■ The problem:
Below are the records; reproduce all of them exactly but without any images.

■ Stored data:
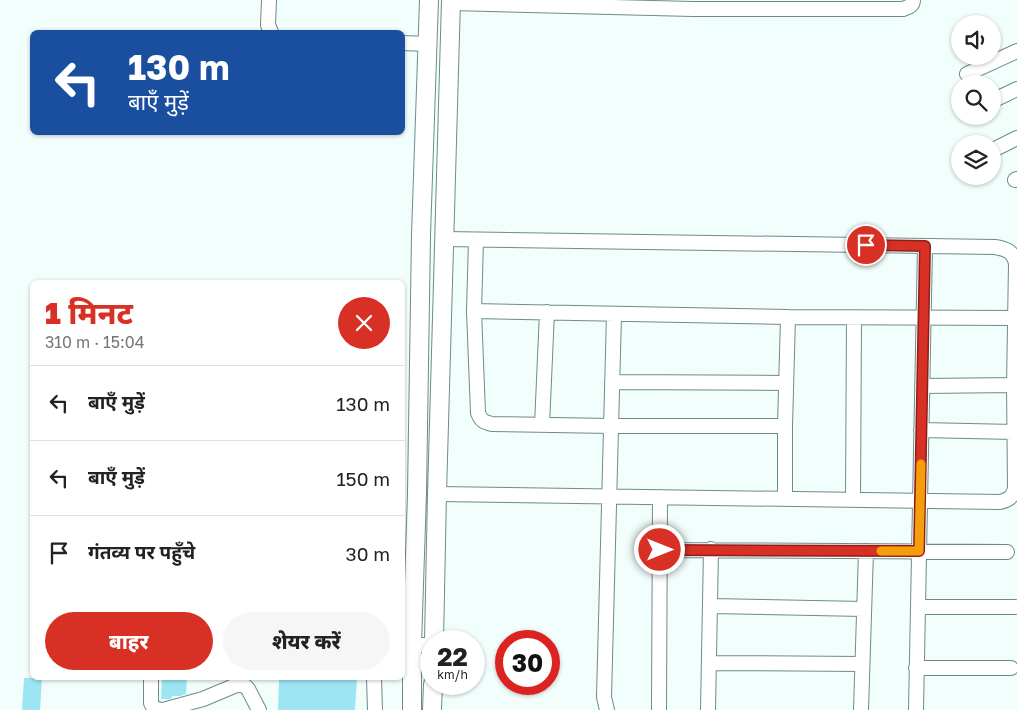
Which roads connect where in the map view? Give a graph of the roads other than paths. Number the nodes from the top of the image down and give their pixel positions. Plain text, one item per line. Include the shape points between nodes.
1 (269, 0) edge
2 (429, 0) edge
3 (913, 0) edge
4 (451, 2) edge
5 (693, 4) edge
6 (270, 30) edge
7 (405, 43) edge
8 (427, 44) junction
9 (1017, 51) edge
10 (967, 74) dead end
11 (1017, 89) edge
12 (1001, 97) edge
13 (1017, 138) edge
14 (1001, 146) edge
15 (445, 239) junction
16 (476, 240) junction
17 (925, 246) junction
18 (474, 311) junction
19 (547, 312) junction
20 (614, 314) junction
21 (788, 317) junction
22 (854, 318) junction
23 (924, 318) junction
24 (1016, 318) junction
25 (612, 382) junction
26 (786, 383) junction
27 (1014, 385) junction
28 (922, 386) junction
29 (542, 425) junction
30 (611, 426) junction
31 (785, 426) junction
32 (921, 430) junction
33 (1015, 432) junction
34 (437, 494) junction
35 (609, 497) junction
36 (660, 497) junction
37 (785, 499) junction
38 (852, 500) junction
39 (920, 501) junction
40 (712, 549) junction
41 (660, 550) junction
42 (866, 551) junction
43 (919, 551) junction
44 (1007, 552) dead end
45 (710, 606) junction
46 (918, 607) junction
47 (1015, 607) dead end
48 (864, 609) junction
49 (434, 630) edge
50 (407, 645) edge
51 (420, 645) edge
52 (709, 663) junction
53 (862, 664) junction
54 (916, 668) junction
55 (1011, 668) dead end
56 (151, 680) edge
57 (374, 680) edge
58 (433, 695) edge
59 (162, 710) edge
60 (259, 710) edge
61 (375, 710) edge
62 (412, 710) edge
63 (432, 710) edge
64 (607, 710) edge
65 (659, 710) edge
66 (708, 710) edge
67 (861, 710) edge
68 (916, 710) edge

1 - 6 street
2 - 8 street
3 - 5 street via 910,7 903,9
4 - 5 street
4 - 15 street
7 - 8 street
8 - 50 street via 417,483
9 - 10 street
11 - 12 street
13 - 14 street
15 - 16 street
15 - 34 street
16 - 17 street
16 - 18 street
17 - 23 street
17 - 24 street via 995,247 1010,252 1016,264
18 - 19 street
18 - 29 street via 480,419 492,424
19 - 20 street
19 - 29 street
20 - 21 street
20 - 25 street
21 - 22 street
21 - 26 street
22 - 23 street
22 - 38 street
23 - 24 street
23 - 28 street
24 - 27 street
25 - 26 street
25 - 30 street
26 - 31 street
27 - 28 street
27 - 33 street
28 - 32 street
29 - 30 street
30 - 31 street
30 - 35 street
31 - 37 street
32 - 33 street
32 - 39 street
33 - 39 street via 1014,490 1008,500
34 - 35 street
34 - 49 street
35 - 36 street
35 - 64 street via 604,697
36 - 37 street
36 - 41 street
37 - 38 street
38 - 39 street
39 - 43 street
40 - 41 street
40 - 42 street
40 - 45 street
41 - 65 street
42 - 43 street
42 - 48 street
43 - 44 street
43 - 46 street
45 - 48 street
45 - 52 street
46 - 47 street
46 - 54 street
48 - 53 street
50 - 51 street
50 - 62 street
52 - 53 street
52 - 66 street
53 - 67 street
54 - 55 street
54 - 68 street
56 - 59 street via 151,704
57 - 61 street
58 - 63 street
59 - 60 street via 239,685 248,689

■ Result of the task:
Which roads connect where in the map view? Give a graph of the roads other than paths. Number the nodes from the top of the image down and give their pixel positions. Plain text, one item per line. Include the shape points between nodes.
1 (269, 0) edge
2 (429, 0) edge
3 (913, 0) edge
4 (451, 2) edge
5 (693, 4) edge
6 (270, 30) edge
7 (405, 43) edge
8 (427, 44) junction
9 (1017, 51) edge
10 (967, 74) dead end
11 (1017, 89) edge
12 (1001, 97) edge
13 (1017, 138) edge
14 (1001, 146) edge
15 (445, 239) junction
16 (476, 240) junction
17 (925, 246) junction
18 (474, 311) junction
19 (547, 312) junction
20 (614, 314) junction
21 (788, 317) junction
22 (854, 318) junction
23 (924, 318) junction
24 (1016, 318) junction
25 (612, 382) junction
26 (786, 383) junction
27 (1014, 385) junction
28 (922, 386) junction
29 (542, 425) junction
30 (611, 426) junction
31 (785, 426) junction
32 (921, 430) junction
33 (1015, 432) junction
34 (437, 494) junction
35 (609, 497) junction
36 (660, 497) junction
37 (785, 499) junction
38 (852, 500) junction
39 (920, 501) junction
40 (712, 549) junction
41 (660, 550) junction
42 (866, 551) junction
43 (919, 551) junction
44 (1007, 552) dead end
45 (710, 606) junction
46 (918, 607) junction
47 (1015, 607) dead end
48 (864, 609) junction
49 (434, 630) edge
50 (407, 645) edge
51 (420, 645) edge
52 (709, 663) junction
53 (862, 664) junction
54 (916, 668) junction
55 (1011, 668) dead end
56 (151, 680) edge
57 (374, 680) edge
58 (433, 695) edge
59 (162, 710) edge
60 (259, 710) edge
61 (375, 710) edge
62 (412, 710) edge
63 (432, 710) edge
64 (607, 710) edge
65 (659, 710) edge
66 (708, 710) edge
67 (861, 710) edge
68 (916, 710) edge

1 - 6 street
2 - 8 street
3 - 5 street via 910,7 903,9
4 - 5 street
4 - 15 street
7 - 8 street
8 - 50 street via 417,483
9 - 10 street
11 - 12 street
13 - 14 street
15 - 16 street
15 - 34 street
16 - 17 street
16 - 18 street
17 - 23 street
17 - 24 street via 995,247 1010,252 1016,264
18 - 19 street
18 - 29 street via 480,419 492,424
19 - 20 street
19 - 29 street
20 - 21 street
20 - 25 street
21 - 22 street
21 - 26 street
22 - 23 street
22 - 38 street
23 - 24 street
23 - 28 street
24 - 27 street
25 - 26 street
25 - 30 street
26 - 31 street
27 - 28 street
27 - 33 street
28 - 32 street
29 - 30 street
30 - 31 street
30 - 35 street
31 - 37 street
32 - 33 street
32 - 39 street
33 - 39 street via 1014,490 1008,500
34 - 35 street
34 - 49 street
35 - 36 street
35 - 64 street via 604,697
36 - 37 street
36 - 41 street
37 - 38 street
38 - 39 street
39 - 43 street
40 - 41 street
40 - 42 street
40 - 45 street
41 - 65 street
42 - 43 street
42 - 48 street
43 - 44 street
43 - 46 street
45 - 48 street
45 - 52 street
46 - 47 street
46 - 54 street
48 - 53 street
50 - 51 street
50 - 62 street
52 - 53 street
52 - 66 street
53 - 67 street
54 - 55 street
54 - 68 street
56 - 59 street via 151,704
57 - 61 street
58 - 63 street
59 - 60 street via 239,685 248,689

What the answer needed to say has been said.